[[ Material for this exercise, beginning ]]

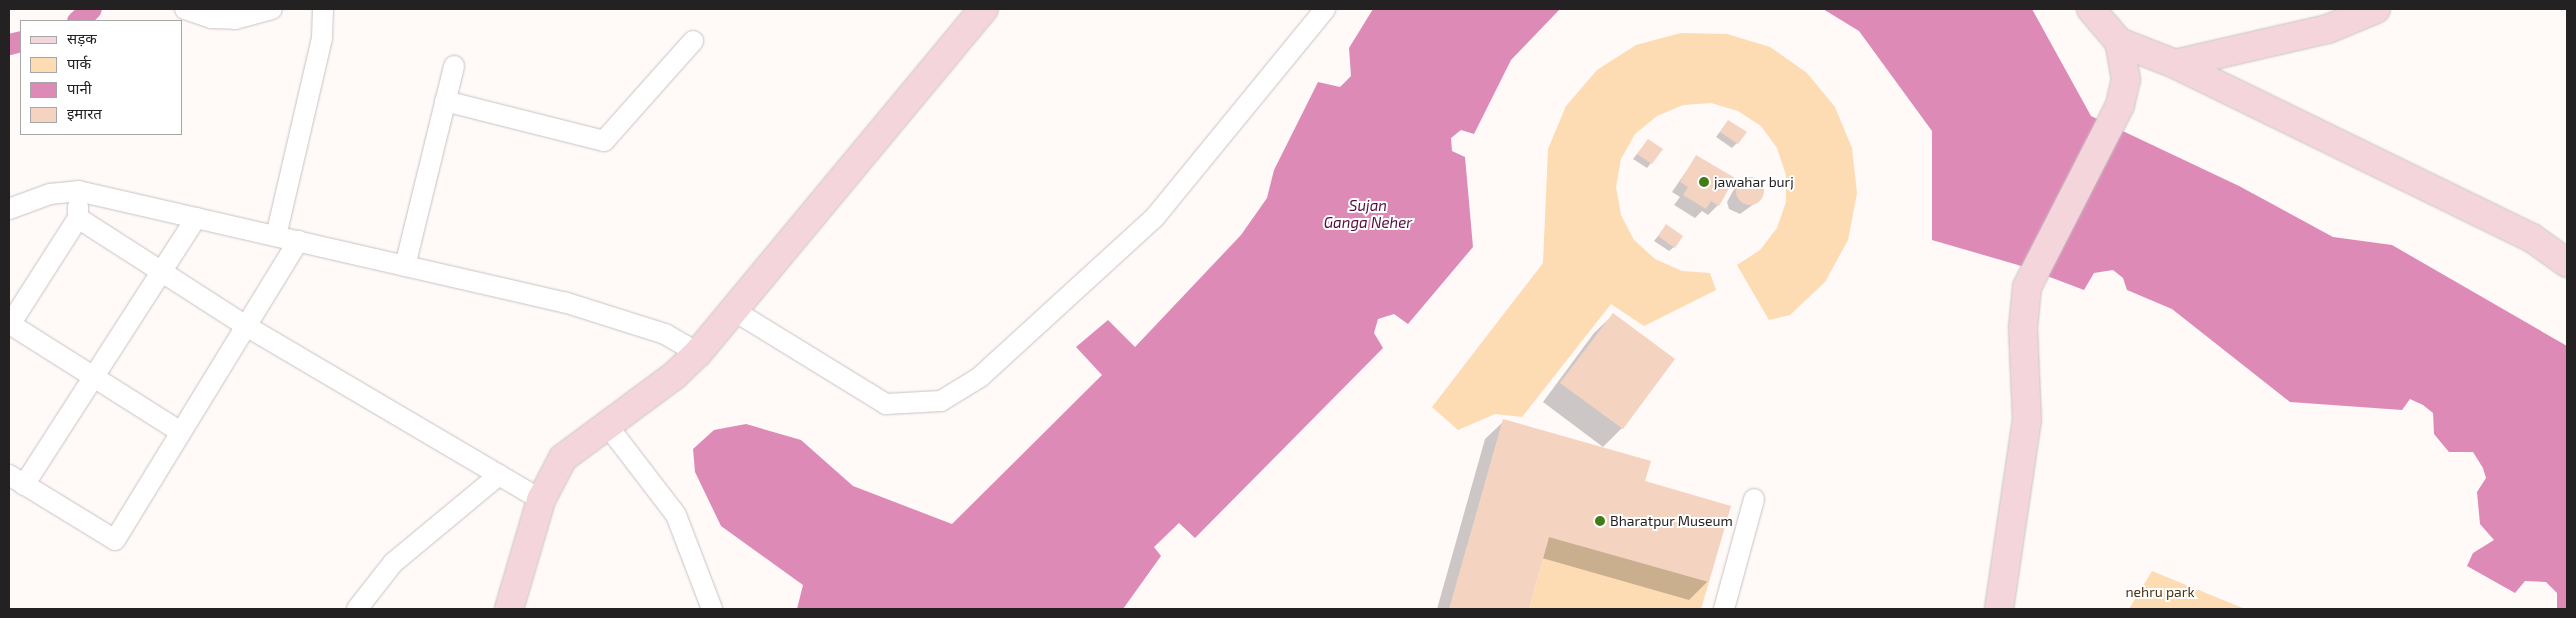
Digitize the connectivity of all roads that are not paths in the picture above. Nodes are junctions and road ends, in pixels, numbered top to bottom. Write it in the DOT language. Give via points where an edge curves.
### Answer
graph roads {
  1 [pos="185,9"];
  2 [pos="272,9"];
  3 [pos="323,9"];
  4 [pos="984,9"];
  5 [pos="1325,9"];
  6 [pos="2091,9"];
  7 [pos="2376,9"];
  8 [pos="693,41"];
  9 [pos="2119,42"];
  10 [pos="2175,64"];
  11 [pos="454,66"];
  12 [pos="445,100"];
  13 [pos="78,191"];
  14 [pos="9,209"];
  15 [pos="78,218"];
  16 [pos="196,218"];
  17 [pos="276,236"];
  18 [pos="298,241"];
  19 [pos="2567,263"];
  20 [pos="405,266"];
  21 [pos="162,271"];
  22 [pos="734,310"];
  23 [pos="9,325"];
  24 [pos="246,326"];
  25 [pos="698,352"];
  26 [pos="94,376"];
  27 [pos="607,425"];
  28 [pos="181,432"];
  29 [pos="499,475"];
  30 [pos="17,480"];
  31 [pos="1754,498"];
  32 [pos="541,500"];
  33 [pos="357,609"];
  34 [pos="510,609"];
  35 [pos="712,609"];
  36 [pos="1724,609"];
  37 [pos="1999,609"];
  1 -- 2 [label="street" via="211,18 235,19"];
  3 -- 17 [label="street" via="322,38"];
  4 -- 22 [label="street"];
  5 -- 22 [label="street" via="1155,218 980,377 941,401 886,404"];
  6 -- 9 [label="street"];
  7 -- 10 [label="street" via="2328,28"];
  8 -- 12 [label="street" via="604,141"];
  9 -- 10 [label="street"];
  9 -- 37 [label="street" via="2126,80 2120,105 2027,287 2023,328 2027,420"];
  10 -- 19 [label="street" via="2532,238"];
  11 -- 12 [label="street"];
  12 -- 20 [label="street"];
  13 -- 14 [label="street" via="50,194"];
  13 -- 15 [label="street"];
  13 -- 16 [label="street"];
  15 -- 21 [label="street"];
  15 -- 23 [label="street"];
  16 -- 17 [label="street"];
  16 -- 21 [label="street"];
  17 -- 18 [label="street"];
  18 -- 20 [label="street"];
  18 -- 24 [label="street"];
  20 -- 25 [label="street" via="564,302 666,334"];
  21 -- 24 [label="street"];
  21 -- 26 [label="street"];
  22 -- 25 [label="street"];
  23 -- 26 [label="street"];
  24 -- 28 [label="street"];
  24 -- 29 [label="street"];
  25 -- 27 [label="street" via="675,375"];
  26 -- 28 [label="street"];
  26 -- 30 [label="street"];
  27 -- 32 [label="street" via="563,458"];
  27 -- 35 [label="street" via="676,515"];
  28 -- 30 [label="street" via="115,540"];
  29 -- 32 [label="street"];
  29 -- 33 [label="street" via="393,563"];
  31 -- 36 [label="street"];
  32 -- 34 [label="street"];
}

[[ Material for this exercise, end ]]

» The task: Although the entries contain pictures, reproduce only the rest, exactly as written.

» Finished exercise:
Digitize the connectivity of all roads that are not paths in the picture above. Nodes are junctions and road ends, in pixels, numbered top to bottom. Write it in the DOT language. Give via points where an edge curves.
### Answer
graph roads {
  1 [pos="185,9"];
  2 [pos="272,9"];
  3 [pos="323,9"];
  4 [pos="984,9"];
  5 [pos="1325,9"];
  6 [pos="2091,9"];
  7 [pos="2376,9"];
  8 [pos="693,41"];
  9 [pos="2119,42"];
  10 [pos="2175,64"];
  11 [pos="454,66"];
  12 [pos="445,100"];
  13 [pos="78,191"];
  14 [pos="9,209"];
  15 [pos="78,218"];
  16 [pos="196,218"];
  17 [pos="276,236"];
  18 [pos="298,241"];
  19 [pos="2567,263"];
  20 [pos="405,266"];
  21 [pos="162,271"];
  22 [pos="734,310"];
  23 [pos="9,325"];
  24 [pos="246,326"];
  25 [pos="698,352"];
  26 [pos="94,376"];
  27 [pos="607,425"];
  28 [pos="181,432"];
  29 [pos="499,475"];
  30 [pos="17,480"];
  31 [pos="1754,498"];
  32 [pos="541,500"];
  33 [pos="357,609"];
  34 [pos="510,609"];
  35 [pos="712,609"];
  36 [pos="1724,609"];
  37 [pos="1999,609"];
  1 -- 2 [label="street" via="211,18 235,19"];
  3 -- 17 [label="street" via="322,38"];
  4 -- 22 [label="street"];
  5 -- 22 [label="street" via="1155,218 980,377 941,401 886,404"];
  6 -- 9 [label="street"];
  7 -- 10 [label="street" via="2328,28"];
  8 -- 12 [label="street" via="604,141"];
  9 -- 10 [label="street"];
  9 -- 37 [label="street" via="2126,80 2120,105 2027,287 2023,328 2027,420"];
  10 -- 19 [label="street" via="2532,238"];
  11 -- 12 [label="street"];
  12 -- 20 [label="street"];
  13 -- 14 [label="street" via="50,194"];
  13 -- 15 [label="street"];
  13 -- 16 [label="street"];
  15 -- 21 [label="street"];
  15 -- 23 [label="street"];
  16 -- 17 [label="street"];
  16 -- 21 [label="street"];
  17 -- 18 [label="street"];
  18 -- 20 [label="street"];
  18 -- 24 [label="street"];
  20 -- 25 [label="street" via="564,302 666,334"];
  21 -- 24 [label="street"];
  21 -- 26 [label="street"];
  22 -- 25 [label="street"];
  23 -- 26 [label="street"];
  24 -- 28 [label="street"];
  24 -- 29 [label="street"];
  25 -- 27 [label="street" via="675,375"];
  26 -- 28 [label="street"];
  26 -- 30 [label="street"];
  27 -- 32 [label="street" via="563,458"];
  27 -- 35 [label="street" via="676,515"];
  28 -- 30 [label="street" via="115,540"];
  29 -- 32 [label="street"];
  29 -- 33 [label="street" via="393,563"];
  31 -- 36 [label="street"];
  32 -- 34 [label="street"];
}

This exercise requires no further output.